そこからInstagramにリンクを繋げておいて、写真でしか見えないところはInstagramに載せる。そうすると、それぞれのアカウントが、お互いにのびていくんです。だから、もしSNSをするなら、InstagramとTikTokのどちらもするといいと思います。
例えば、作品撮りや自分のファッションなど写真で見せた方が印象的なものはInstagram、ヘアアレンジやヘアセットなど動画で見せた方が伝わるものはTikTokと、内容に合わせて棲み分けるのもおすすめです。
――採用側目線ですと、いかがですか?
廣原:エントリー書類や面接時の自己アピールの中で「TikTokも力を入れています」という話があれば、もちろんチェックさせていただきます。ただ現段階では、こちらから確認しているのはInstagramだけです。
Instagramでは、主に投稿頻度と内容を見ています。美容に関する投稿をしているのが理想ではありますが、まだ学生なので100%美容であるべきとは考えていません。とは言え、就活にあたって提出いただいたアカウントなので、「美容師を目指して就活をしていく上で、どういうところを見られているのか」というポイントを押さえた投稿をしてくれているといいなとは思います。
そういった投稿があると、美容師になったときにどんなお客様を呼びたいのか、どう集客していきたいのかが想像しやすいんですよね。だから採用目線での評価のしやすさ、という点では、美容師っぽい投稿の評価が高くなる面はあります。

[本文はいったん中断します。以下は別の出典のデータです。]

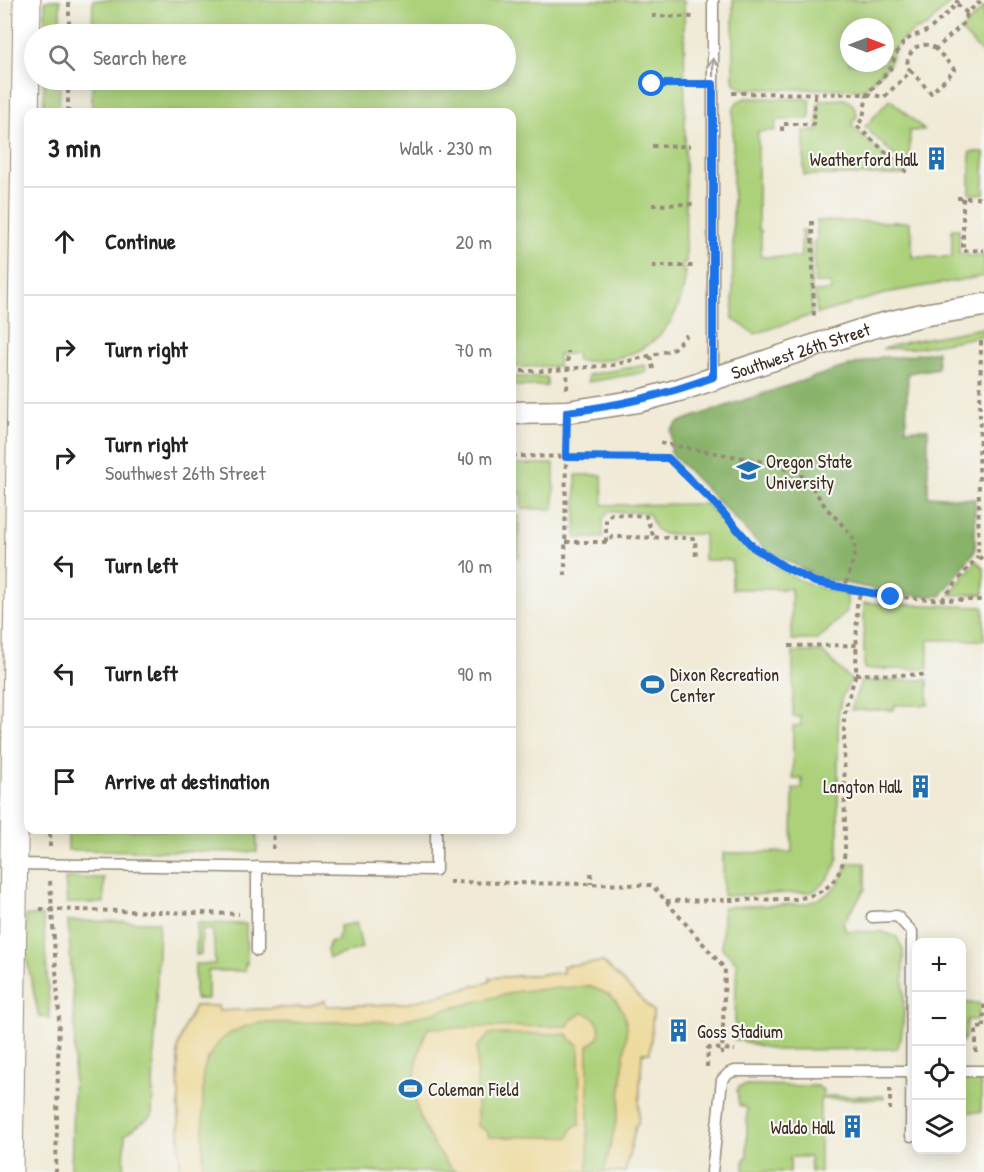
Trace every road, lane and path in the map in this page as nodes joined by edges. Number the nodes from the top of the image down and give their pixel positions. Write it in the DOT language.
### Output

羽場:Instagramなら、リール動画に取り組むのもいいと思います。リールは再生数が回りやすくバズりやすいので、フォロワー数を増やすという面で有効です。僕も最近まであまりフォロワー数の伸びが良くなかったんですが、リールを上げ始めたら数字が動き始めたんです。
だから美容学生さんなら、これから美容アカウントに変えていくタイミングなどにリール動画をいくつか投稿すると、初動が進みやすいんじゃないかと思います。
自分の人間性が伝わるビジュアルと
質の高い投稿内容で
SNSへの関心の高さをアピール
――羽場さんがこれから就活のためにSNSをするとしたら、どんなことをしますか?
羽場:今なら、Instagramのアカウントページを開いたときに目に入る9枚の画像で、どれだけ「自分がどんな人なのか」を伝えられるかに、全力で取り組むかもしれません。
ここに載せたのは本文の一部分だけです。